A former movie set decorator who now designs interiors for retailers ranging from mall carts to entire stores, Huyette reads the fine-print inserts that come stuffed inside bill envelopes.

"I have a 5-cent-a-minute plan, but in my June bill there was a line that said my Sunday rate was going to 20 cents."

She called and threatened to switch services. It worked--MCI found her a new plan that made her happy.

The scandal didn't enter into it.

"You get kind of vested in these companies," Thompson said. "You can go from cable to satellite, but it's a hassle. You can switch long-distance companies, but maybe you get airline mileage from them.

"You end up thinking that you prefer a little corruptive service."

That's the danger, said University of Chicago sociologist Ari Adut, who specializes in ongoing French political scandals.

"People get numb to scandal.

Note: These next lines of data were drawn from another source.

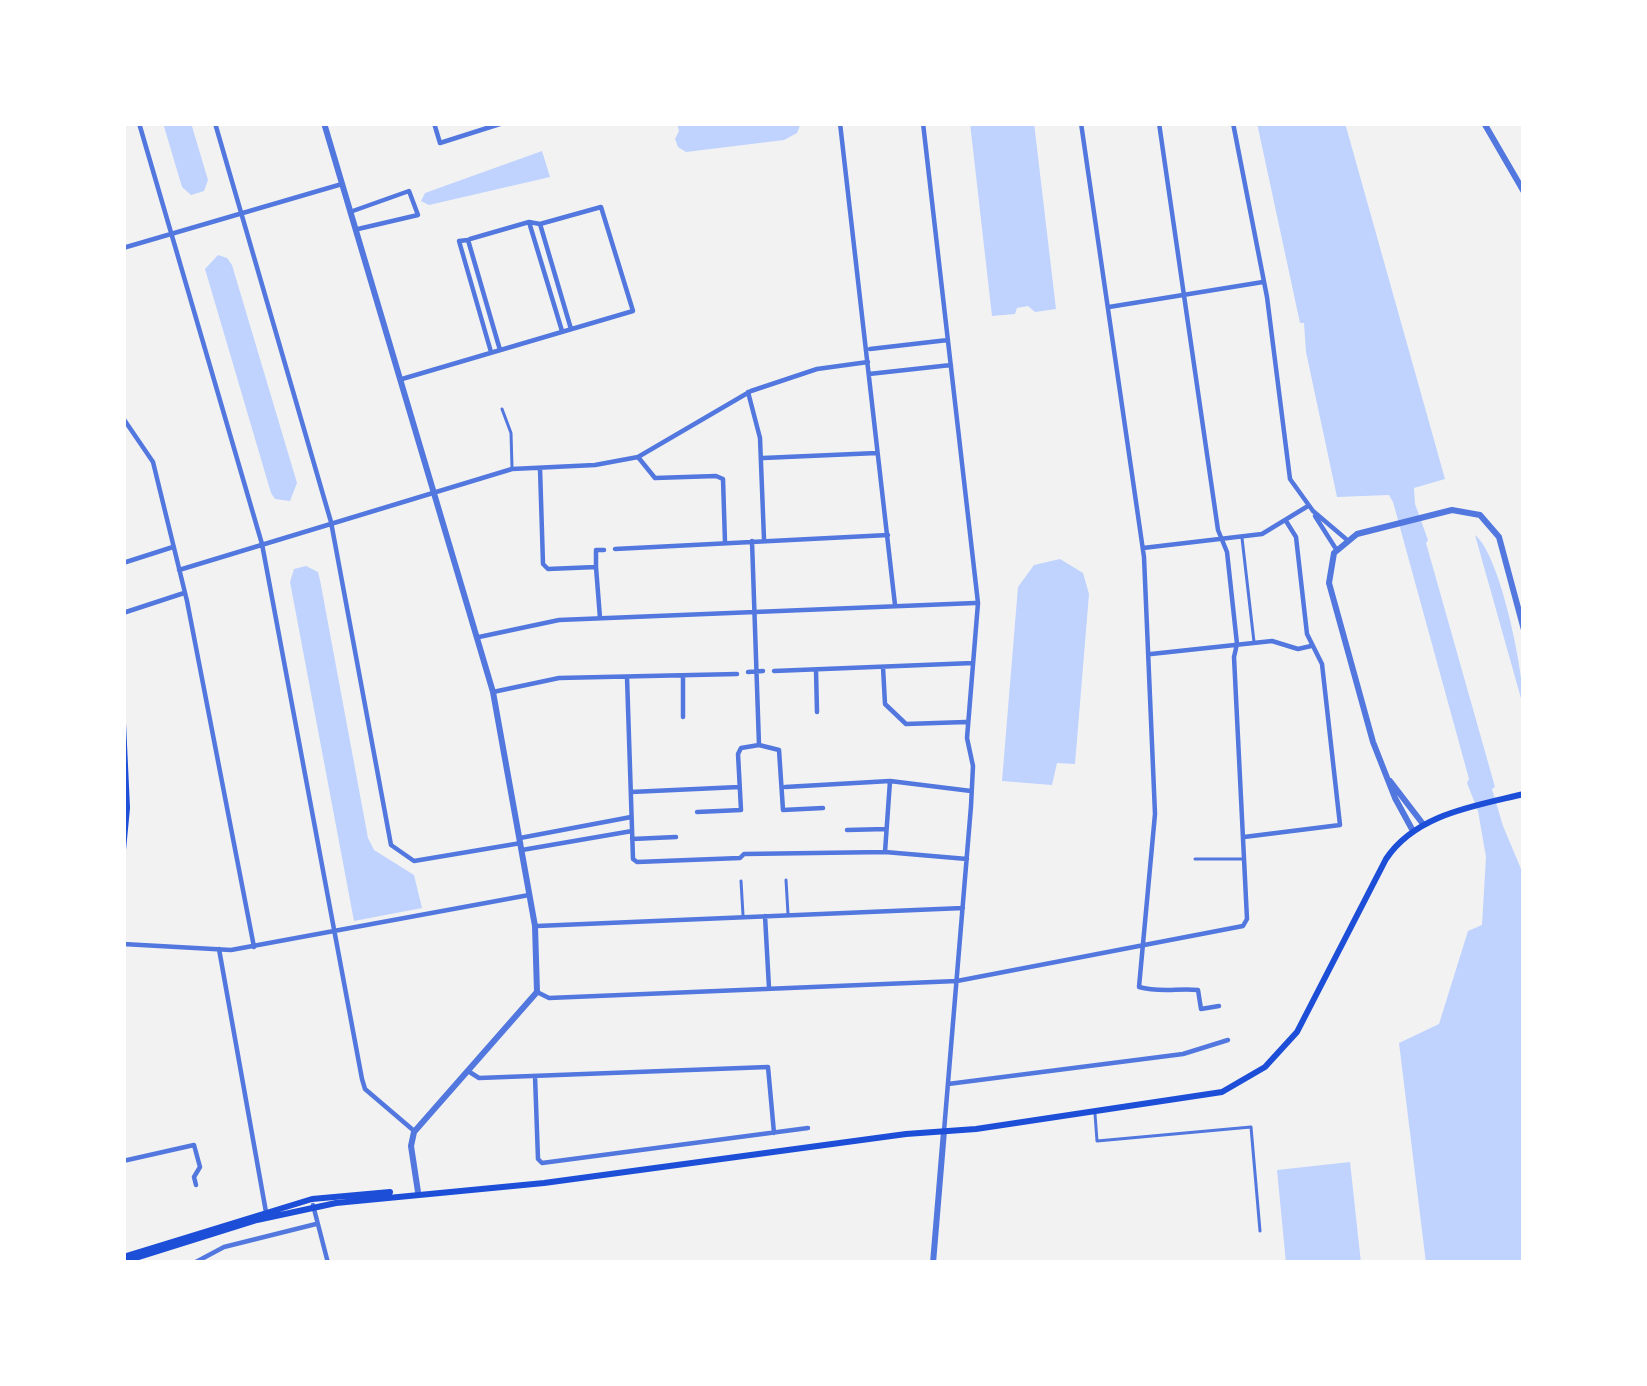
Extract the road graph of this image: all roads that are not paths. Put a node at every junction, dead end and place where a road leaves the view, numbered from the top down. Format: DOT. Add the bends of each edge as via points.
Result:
graph roads {
  1 [pos="139,123"];
  2 [pos="215,123"];
  3 [pos="324,123"];
  4 [pos="434,123"];
  5 [pos="502,123"];
  6 [pos="840,123"];
  7 [pos="922,123"];
  8 [pos="1081,123"];
  9 [pos="1159,123"];
  10 [pos="1234,123"];
  11 [pos="1484,123"];
  12 [pos="342,184"];
  13 [pos="1524,192"];
  14 [pos="350,212"];
  15 [pos="242,213"];
  16 [pos="529,222"];
  17 [pos="540,224"];
  18 [pos="356,229"];
  19 [pos="171,233"];
  20 [pos="468,239"];
  21 [pos="123,248"];
  22 [pos="1264,282"];
  23 [pos="1185,296"];
  24 [pos="1109,308"];
  25 [pos="571,328"];
  26 [pos="562,331"];
  27 [pos="948,340"];
  28 [pos="868,349"];
  29 [pos="500,350"];
  30 [pos="491,352"];
  31 [pos="868,362"];
  32 [pos="951,365"];
  33 [pos="869,374"];
  34 [pos="400,380"];
  35 [pos="748,392"];
  36 [pos="502,409"];
  37 [pos="123,418"];
  38 [pos="878,453"];
  39 [pos="638,457"];
  40 [pos="761,458"];
  41 [pos="540,468"];
  42 [pos="512,469"];
  43 [pos="435,489"];
  44 [pos="1310,508"];
  45 [pos="1286,520"];
  46 [pos="331,522"];
  47 [pos="888,535"];
  48 [pos="1242,536"];
  49 [pos="764,539"];
  50 [pos="1222,539"];
  51 [pos="1346,539"];
  52 [pos="752,541"];
  53 [pos="724,542"];
  54 [pos="262,544"];
  55 [pos="173,548"];
  56 [pos="1143,548"];
  57 [pos="615,549"];
  58 [pos="1336,549"];
  59 [pos="600,550"];
  60 [pos="123,562"];
  61 [pos="596,567"];
  62 [pos="179,570"];
  63 [pos="184,593"];
  64 [pos="978,603"];
  65 [pos="896,605"];
  66 [pos="754,612"];
  67 [pos="123,613"];
  68 [pos="600,618"];
  69 [pos="1524,631"];
  70 [pos="479,637"];
  71 [pos="1254,642"];
  72 [pos="1237,644"];
  73 [pos="1311,646"];
  74 [pos="1150,654"];
  75 [pos="973,663"];
  76 [pos="883,667"];
  77 [pos="816,670"];
  78 [pos="760,671"];
  79 [pos="774,671"];
  80 [pos="748,672"];
  81 [pos="737,674"];
  82 [pos="682,676"];
  83 [pos="627,677"];
  84 [pos="493,692"];
  85 [pos="817,712"];
  86 [pos="683,717"];
  87 [pos="968,722"];
  88 [pos="123,723"];
  89 [pos="759,746"];
  90 [pos="1387,778"];
  91 [pos="890,781"];
  92 [pos="739,787"];
  93 [pos="783,787"];
  94 [pos="971,791"];
  95 [pos="631,792"];
  96 [pos="1524,794"];
  97 [pos="823,808"];
  98 [pos="697,812"];
  99 [pos="631,817"];
  100 [pos="1423,824"];
  101 [pos="886,829"];
  102 [pos="847,830"];
  103 [pos="1413,831"];
  104 [pos="632,835"];
  105 [pos="676,837"];
  106 [pos="1244,837"];
  107 [pos="521,843"];
  108 [pos="123,850"];
  109 [pos="885,852"];
  110 [pos="967,859"];
  111 [pos="1195,859"];
  112 [pos="1244,859"];
  113 [pos="786,880"];
  114 [pos="741,881"];
  115 [pos="529,896"];
  116 [pos="962,908"];
  117 [pos="788,915"];
  118 [pos="765,916"];
  119 [pos="743,918"];
  120 [pos="535,926"];
  121 [pos="334,932"];
  122 [pos="123,944"];
  123 [pos="254,946"];
  124 [pos="1144,947"];
  125 [pos="219,950"];
  126 [pos="957,981"];
  127 [pos="769,988"];
  128 [pos="537,992"];
  129 [pos="1219,1006"];
  130 [pos="1228,1040"];
  131 [pos="467,1071"];
  132 [pos="535,1076"];
  133 [pos="948,1084"];
  134 [pos="1094,1113"];
  135 [pos="808,1128"];
  136 [pos="944,1131"];
  137 [pos="414,1132"];
  138 [pos="774,1132"];
  139 [pos="123,1161"];
  140 [pos="196,1185"];
  141 [pos="418,1192"];
  142 [pos="312,1203"];
  143 [pos="266,1214"];
  144 [pos="316,1224"];
  145 [pos="1260,1231"];
  146 [pos="123,1260"];
  147 [pos="194,1263"];
  148 [pos="328,1263"];
  149 [pos="933,1263"];
  1 -- 19 [label="street"];
  2 -- 15 [label="street"];
  3 -- 12 [label="street"];
  4 -- 5 [label="street" via="440,143"];
  6 -- 28 [label="street"];
  7 -- 27 [label="street"];
  8 -- 24 [label="street"];
  9 -- 23 [label="street"];
  10 -- 22 [label="street"];
  11 -- 13 [label="street"];
  12 -- 14 [label="street"];
  12 -- 15 [label="street"];
  14 -- 18 [label="street"];
  14 -- 18 [label="street" via="409,190 418,215"];
  15 -- 19 [label="street"];
  15 -- 46 [label="street"];
  16 -- 17 [label="street"];
  16 -- 20 [label="street"];
  16 -- 26 [label="street"];
  17 -- 25 [label="street"];
  17 -- 25 [label="street" via="602,207 633,310"];
  18 -- 34 [label="street"];
  19 -- 21 [label="street"];
  19 -- 54 [label="street"];
  20 -- 29 [label="street"];
  20 -- 30 [label="street" via="459,242"];
  22 -- 23 [label="street"];
  22 -- 44 [label="street" via="1290,479"];
  23 -- 24 [label="street"];
  23 -- 50 [label="street"];
  24 -- 56 [label="street"];
  25 -- 26 [label="street"];
  26 -- 29 [label="street"];
  27 -- 28 [label="street"];
  27 -- 32 [label="street"];
  28 -- 31 [label="street"];
  29 -- 30 [label="street"];
  30 -- 34 [label="street"];
  31 -- 33 [label="street"];
  31 -- 35 [label="street"];
  32 -- 33 [label="street"];
  32 -- 64 [label="street"];
  33 -- 38 [label="street"];
  34 -- 43 [label="street"];
  35 -- 39 [label="street"];
  35 -- 40 [label="street"];
  36 -- 42 [label="lane"];
  37 -- 55 [label="street" via="152,458"];
  38 -- 40 [label="street"];
  38 -- 47 [label="street"];
  39 -- 41 [label="street"];
  39 -- 53 [label="street" via="656,478 723,479"];
  40 -- 49 [label="street"];
  41 -- 42 [label="street"];
  41 -- 61 [label="street" via="543,564"];
  42 -- 43 [label="street"];
  43 -- 46 [label="street"];
  43 -- 70 [label="street"];
  44 -- 45 [label="street"];
  44 -- 51 [label="street"];
  44 -- 58 [label="street"];
  45 -- 48 [label="street"];
  45 -- 73 [label="street" via="1296,537"];
  46 -- 54 [label="street"];
  46 -- 107 [label="street" via="391,844 414,861"];
  47 -- 49 [label="street"];
  47 -- 65 [label="street"];
  48 -- 50 [label="street"];
  48 -- 71 [label="lane"];
  49 -- 52 [label="street"];
  50 -- 56 [label="street"];
  50 -- 72 [label="street"];
  51 -- 58 [label="street"];
  51 -- 69 [label="street" via="1460,510 1480,515 1499,537"];
  52 -- 53 [label="street"];
  52 -- 66 [label="street"];
  53 -- 57 [label="street"];
  54 -- 62 [label="street"];
  54 -- 121 [label="street"];
  55 -- 60 [label="street"];
  55 -- 62 [label="street"];
  56 -- 74 [label="street"];
  58 -- 90 [label="street" via="1330,589"];
  59 -- 61 [label="street"];
  61 -- 68 [label="street"];
  62 -- 63 [label="street"];
  63 -- 67 [label="street"];
  63 -- 123 [label="street"];
  64 -- 65 [label="street"];
  64 -- 75 [label="street"];
  65 -- 66 [label="street"];
  66 -- 68 [label="street"];
  66 -- 78 [label="street"];
  68 -- 70 [label="street"];
  70 -- 84 [label="street"];
  71 -- 72 [label="street"];
  71 -- 73 [label="street"];
  72 -- 74 [label="street"];
  72 -- 106 [label="street"];
  73 -- 106 [label="street" via="1322,664 1340,825"];
  74 -- 124 [label="street" via="1155,814"];
  75 -- 76 [label="street"];
  75 -- 87 [label="street"];
  76 -- 77 [label="street"];
  76 -- 87 [label="street" via="885,704 906,724"];
  77 -- 79 [label="street"];
  77 -- 85 [label="street"];
  78 -- 80 [label="street"];
  78 -- 89 [label="street"];
  81 -- 82 [label="street"];
  82 -- 83 [label="street"];
  82 -- 86 [label="street"];
  83 -- 84 [label="street" via="560,678"];
  83 -- 95 [label="street"];
  84 -- 107 [label="street"];
  87 -- 94 [label="street"];
  88 -- 108 [label="main road"];
  89 -- 92 [label="street" via="738,754"];
  89 -- 93 [label="street" via="779,750"];
  90 -- 100 [label="street"];
  90 -- 103 [label="street"];
  91 -- 93 [label="street"];
  91 -- 94 [label="street"];
  91 -- 101 [label="street"];
  92 -- 95 [label="street"];
  92 -- 98 [label="street" via="741,810"];
  93 -- 97 [label="street" via="783,810"];
  94 -- 110 [label="street"];
  95 -- 99 [label="street"];
  96 -- 100 [label="main road"];
  99 -- 104 [label="street"];
  99 -- 107 [label="street"];
  100 -- 103 [label="main road"];
  101 -- 102 [label="street"];
  101 -- 109 [label="street"];
  103 -- 134 [label="main road" via="1386,860 1297,1032 1255,1075 1210,1095"];
  104 -- 105 [label="street"];
  104 -- 107 [label="street"];
  104 -- 109 [label="street" via="637,862"];
  106 -- 112 [label="street"];
  107 -- 115 [label="street"];
  109 -- 110 [label="street"];
  110 -- 116 [label="street"];
  111 -- 112 [label="lane"];
  112 -- 124 [label="street" via="1247,919 1239,929"];
  113 -- 117 [label="lane"];
  114 -- 119 [label="lane"];
  115 -- 120 [label="street"];
  115 -- 121 [label="street"];
  116 -- 117 [label="street"];
  116 -- 126 [label="street"];
  117 -- 118 [label="street"];
  118 -- 119 [label="street"];
  118 -- 127 [label="street"];
  119 -- 120 [label="street"];
  120 -- 128 [label="street"];
  121 -- 123 [label="street"];
  121 -- 137 [label="street" via="365,1089"];
  122 -- 125 [label="street"];
  123 -- 125 [label="street"];
  124 -- 126 [label="street"];
  124 -- 129 [label="street" via="1139,987 1194,988 1202,1009"];
  125 -- 143 [label="street"];
  126 -- 127 [label="street"];
  126 -- 133 [label="street"];
  127 -- 128 [label="street" via="549,998"];
  128 -- 131 [label="street"];
  130 -- 133 [label="street" via="1183,1054"];
  131 -- 132 [label="street" via="479,1078"];
  131 -- 137 [label="street"];
  132 -- 138 [label="street" via="768,1067"];
  132 -- 138 [label="street" via="542,1163"];
  133 -- 136 [label="street"];
  134 -- 136 [label="main road"];
  134 -- 145 [label="lane" via="1097,1142 1251,1127"];
  135 -- 138 [label="street"];
  136 -- 141 [label="main road" via="544,1184"];
  136 -- 149 [label="street"];
  137 -- 141 [label="street"];
  139 -- 140 [label="street" via="194,1144"];
  141 -- 142 [label="main road"];
  142 -- 143 [label="main road"];
  142 -- 144 [label="street"];
  143 -- 146 [label="main road"];
  144 -- 147 [label="street" via="224,1246"];
  144 -- 148 [label="street"];
}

Some got so used to it in France they think, 'Why vote?' " Adut said.

"Here the danger is that there will be such a high expectation of corporate corruption, foreign investors will stop investing in America. We would all feel the effects."

As bad as the news has been, that doomsday scenario still seems far off. Especially on a pleasant afternoon in Redondo Beach, sitting under a graceful pepper tree behind the house of scandal. Huyette snaps off a low branch.

"Martha uses the berries from this kind of tree in her wreathes," she said.

She is an unabashed fan of Stewart and hopes the magazine will not be harmed by the scandal. "Gosh, I just subscribed for two more years," she said. "It would not work without her. She is the empire, like Oprah."

Huyette, who herself is an entrepreneur, dreams of a time when she can simplify her life and move far from contact with most suspect corporations.

"At night I turn out all the lights before I got to bed, and I can still see all these little buttons of light on the equipment--the fax, computer, printer, scanner, phone, VCR, battery charger. And sometimes I just laugh at how ridiculous it is.

"I think that maybe I could move to New Mexico. Live simply. No computer, no television, maybe even no phone except for emergencies."

No Martha?

Huyette thought for a moment.

"Oh, I would probably still get it. I'm addicted to make-overs."